Countries of recruitment

Czech Republic

Study participating centres

University Hospital Kralovske Vinohrady

Srobarova 50
Prague
10034
Czech Republic

AGEL

Cardiology Department
Kyjevská 44
Pardubice
53203
Czech Republic

Sponsor information

Fakultní nemocnice Královské Vinohrady
Hospital/treatment centre

Srobarova 1150/50
Prague
100 34
Czech Republic

Phone	+420 (0)26716111
Email	kardsekr@fnkv.cz
Website	https://www.fnkv.cz
"ROR"	https://ror.org/04sg4ka71

Funders

Funder type

University/education

Univerzita Karlova v Praze
Government organisation / Universities (academic only)

Alternative name(s): Charles University, Charles University in Prague, Univerzita Karlova, Karls-Universität zu Prag, UK
Location: Czech Republic

University Hospital Kralovske Vinohrady, Intercardis project EU Nr.
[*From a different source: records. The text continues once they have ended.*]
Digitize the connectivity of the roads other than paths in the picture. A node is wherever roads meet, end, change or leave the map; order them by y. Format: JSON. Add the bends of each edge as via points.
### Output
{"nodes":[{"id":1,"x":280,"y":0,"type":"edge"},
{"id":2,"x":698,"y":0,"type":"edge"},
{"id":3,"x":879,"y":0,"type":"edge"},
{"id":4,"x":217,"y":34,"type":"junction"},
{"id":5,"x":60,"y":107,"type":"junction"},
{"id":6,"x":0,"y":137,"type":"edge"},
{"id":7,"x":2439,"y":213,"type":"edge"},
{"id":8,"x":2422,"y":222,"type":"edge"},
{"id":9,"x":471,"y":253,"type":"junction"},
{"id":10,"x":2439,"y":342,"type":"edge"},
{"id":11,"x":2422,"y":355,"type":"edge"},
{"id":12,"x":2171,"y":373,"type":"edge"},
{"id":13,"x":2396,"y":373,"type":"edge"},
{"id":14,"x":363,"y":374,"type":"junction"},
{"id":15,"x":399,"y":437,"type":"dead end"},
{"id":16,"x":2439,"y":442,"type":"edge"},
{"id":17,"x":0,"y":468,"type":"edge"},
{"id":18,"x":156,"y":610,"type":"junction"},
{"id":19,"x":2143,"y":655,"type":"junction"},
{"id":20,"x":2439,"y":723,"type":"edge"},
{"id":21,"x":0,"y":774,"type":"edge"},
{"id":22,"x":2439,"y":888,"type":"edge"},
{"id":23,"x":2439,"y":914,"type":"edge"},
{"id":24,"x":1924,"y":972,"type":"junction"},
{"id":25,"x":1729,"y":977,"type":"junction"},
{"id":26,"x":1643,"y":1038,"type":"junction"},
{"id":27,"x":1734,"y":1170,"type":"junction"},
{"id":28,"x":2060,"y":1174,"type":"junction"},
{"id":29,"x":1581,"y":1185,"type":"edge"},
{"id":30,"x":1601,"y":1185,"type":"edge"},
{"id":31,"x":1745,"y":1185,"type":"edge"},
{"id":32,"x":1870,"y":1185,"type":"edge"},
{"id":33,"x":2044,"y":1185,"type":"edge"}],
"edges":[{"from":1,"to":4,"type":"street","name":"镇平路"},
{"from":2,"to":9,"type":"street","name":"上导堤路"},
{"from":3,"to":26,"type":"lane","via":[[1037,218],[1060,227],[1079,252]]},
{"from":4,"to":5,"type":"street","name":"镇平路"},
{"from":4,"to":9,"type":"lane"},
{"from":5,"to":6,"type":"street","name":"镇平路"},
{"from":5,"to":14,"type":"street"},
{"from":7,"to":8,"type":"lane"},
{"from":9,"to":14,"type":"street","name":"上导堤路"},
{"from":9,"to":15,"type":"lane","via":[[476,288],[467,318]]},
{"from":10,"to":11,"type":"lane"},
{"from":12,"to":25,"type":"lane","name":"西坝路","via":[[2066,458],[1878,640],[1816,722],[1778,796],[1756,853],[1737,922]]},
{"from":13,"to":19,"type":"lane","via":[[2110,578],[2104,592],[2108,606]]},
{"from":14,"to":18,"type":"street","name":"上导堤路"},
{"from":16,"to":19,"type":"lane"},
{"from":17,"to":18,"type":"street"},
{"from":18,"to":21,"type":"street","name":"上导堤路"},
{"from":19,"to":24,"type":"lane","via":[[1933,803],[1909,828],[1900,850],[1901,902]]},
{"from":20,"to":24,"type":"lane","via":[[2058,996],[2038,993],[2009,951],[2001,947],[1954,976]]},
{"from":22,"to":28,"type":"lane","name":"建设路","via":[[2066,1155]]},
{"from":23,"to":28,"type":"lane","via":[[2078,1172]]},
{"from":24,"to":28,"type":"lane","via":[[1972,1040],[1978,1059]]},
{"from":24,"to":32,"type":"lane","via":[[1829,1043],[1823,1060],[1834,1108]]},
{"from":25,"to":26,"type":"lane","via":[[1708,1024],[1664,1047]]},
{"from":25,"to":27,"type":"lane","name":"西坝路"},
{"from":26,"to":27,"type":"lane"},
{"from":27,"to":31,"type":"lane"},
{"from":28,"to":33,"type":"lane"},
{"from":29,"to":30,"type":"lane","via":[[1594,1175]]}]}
CZ.02.1.01/0.0/0.0/16_026/0008388

No information available

Results and Publications

Intention to publish date	01/10/2021
Individual participant data (IPD) Intention to share	Yes
IPD sharing plan summary	Available on request
Publication and dissemination plan	Results will be presented in late-breaking clinical trials during EuroPCR 2021
IPD sharing plan	Participant level data will be available upon request to principal investigator Petr Tousek (petr.tousek@fnkv.cz). Data are already available, will be available for 5 years, and are anonymized. Participant consent was not obtained for sharing other data.

Study outputs

Output type	Details	Date created	Date added	Peer reviewed?	Patient-facing?
Results article		10/09/2021	13/09/2021	Yes	No

Editorial Notes

13/09/2021: Publication reference added.
16/07/2021: Internal review.
12/05/2021: Trial's existence confirmed by the University Hospital Kralovske Vinohrady Ethics Committee.